● Problem details
Give back the full listing exactly as written.

● Data for this task
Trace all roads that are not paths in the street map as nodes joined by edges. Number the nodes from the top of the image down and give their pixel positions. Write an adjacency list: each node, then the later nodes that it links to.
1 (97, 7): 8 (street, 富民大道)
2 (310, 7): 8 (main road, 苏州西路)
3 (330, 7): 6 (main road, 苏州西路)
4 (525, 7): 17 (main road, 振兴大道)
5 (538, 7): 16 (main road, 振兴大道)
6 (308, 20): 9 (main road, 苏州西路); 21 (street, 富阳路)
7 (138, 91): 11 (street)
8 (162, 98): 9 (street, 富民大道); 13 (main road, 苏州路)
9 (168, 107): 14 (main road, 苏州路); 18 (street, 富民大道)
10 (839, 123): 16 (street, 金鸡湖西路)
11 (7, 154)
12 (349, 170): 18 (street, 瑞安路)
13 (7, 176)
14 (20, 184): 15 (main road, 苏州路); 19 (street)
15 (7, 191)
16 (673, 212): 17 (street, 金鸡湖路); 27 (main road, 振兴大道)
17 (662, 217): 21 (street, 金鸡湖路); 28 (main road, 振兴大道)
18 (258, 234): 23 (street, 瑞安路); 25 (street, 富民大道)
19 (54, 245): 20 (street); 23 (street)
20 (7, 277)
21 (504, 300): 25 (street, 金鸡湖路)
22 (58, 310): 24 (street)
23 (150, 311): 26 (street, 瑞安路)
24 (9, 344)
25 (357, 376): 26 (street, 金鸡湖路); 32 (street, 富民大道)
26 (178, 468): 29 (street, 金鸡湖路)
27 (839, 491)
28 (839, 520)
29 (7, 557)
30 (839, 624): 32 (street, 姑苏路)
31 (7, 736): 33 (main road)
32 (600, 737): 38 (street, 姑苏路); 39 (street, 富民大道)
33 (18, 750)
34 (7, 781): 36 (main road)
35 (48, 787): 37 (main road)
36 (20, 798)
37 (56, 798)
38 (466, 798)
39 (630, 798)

● Result below
Trace all roads that are not paths in the street map as nodes joined by edges. Number the nodes from the top of the image down and give their pixel positions. Write an adjacency list: each node, then the later nodes that it links to.
1 (97, 7): 8 (street, 富民大道)
2 (310, 7): 8 (main road, 苏州西路)
3 (330, 7): 6 (main road, 苏州西路)
4 (525, 7): 17 (main road, 振兴大道)
5 (538, 7): 16 (main road, 振兴大道)
6 (308, 20): 9 (main road, 苏州西路); 21 (street, 富阳路)
7 (138, 91): 11 (street)
8 (162, 98): 9 (street, 富民大道); 13 (main road, 苏州路)
9 (168, 107): 14 (main road, 苏州路); 18 (street, 富民大道)
10 (839, 123): 16 (street, 金鸡湖西路)
11 (7, 154)
12 (349, 170): 18 (street, 瑞安路)
13 (7, 176)
14 (20, 184): 15 (main road, 苏州路); 19 (street)
15 (7, 191)
16 (673, 212): 17 (street, 金鸡湖路); 27 (main road, 振兴大道)
17 (662, 217): 21 (street, 金鸡湖路); 28 (main road, 振兴大道)
18 (258, 234): 23 (street, 瑞安路); 25 (street, 富民大道)
19 (54, 245): 20 (street); 23 (street)
20 (7, 277)
21 (504, 300): 25 (street, 金鸡湖路)
22 (58, 310): 24 (street)
23 (150, 311): 26 (street, 瑞安路)
24 (9, 344)
25 (357, 376): 26 (street, 金鸡湖路); 32 (street, 富民大道)
26 (178, 468): 29 (street, 金鸡湖路)
27 (839, 491)
28 (839, 520)
29 (7, 557)
30 (839, 624): 32 (street, 姑苏路)
31 (7, 736): 33 (main road)
32 (600, 737): 38 (street, 姑苏路); 39 (street, 富民大道)
33 (18, 750)
34 (7, 781): 36 (main road)
35 (48, 787): 37 (main road)
36 (20, 798)
37 (56, 798)
38 (466, 798)
39 (630, 798)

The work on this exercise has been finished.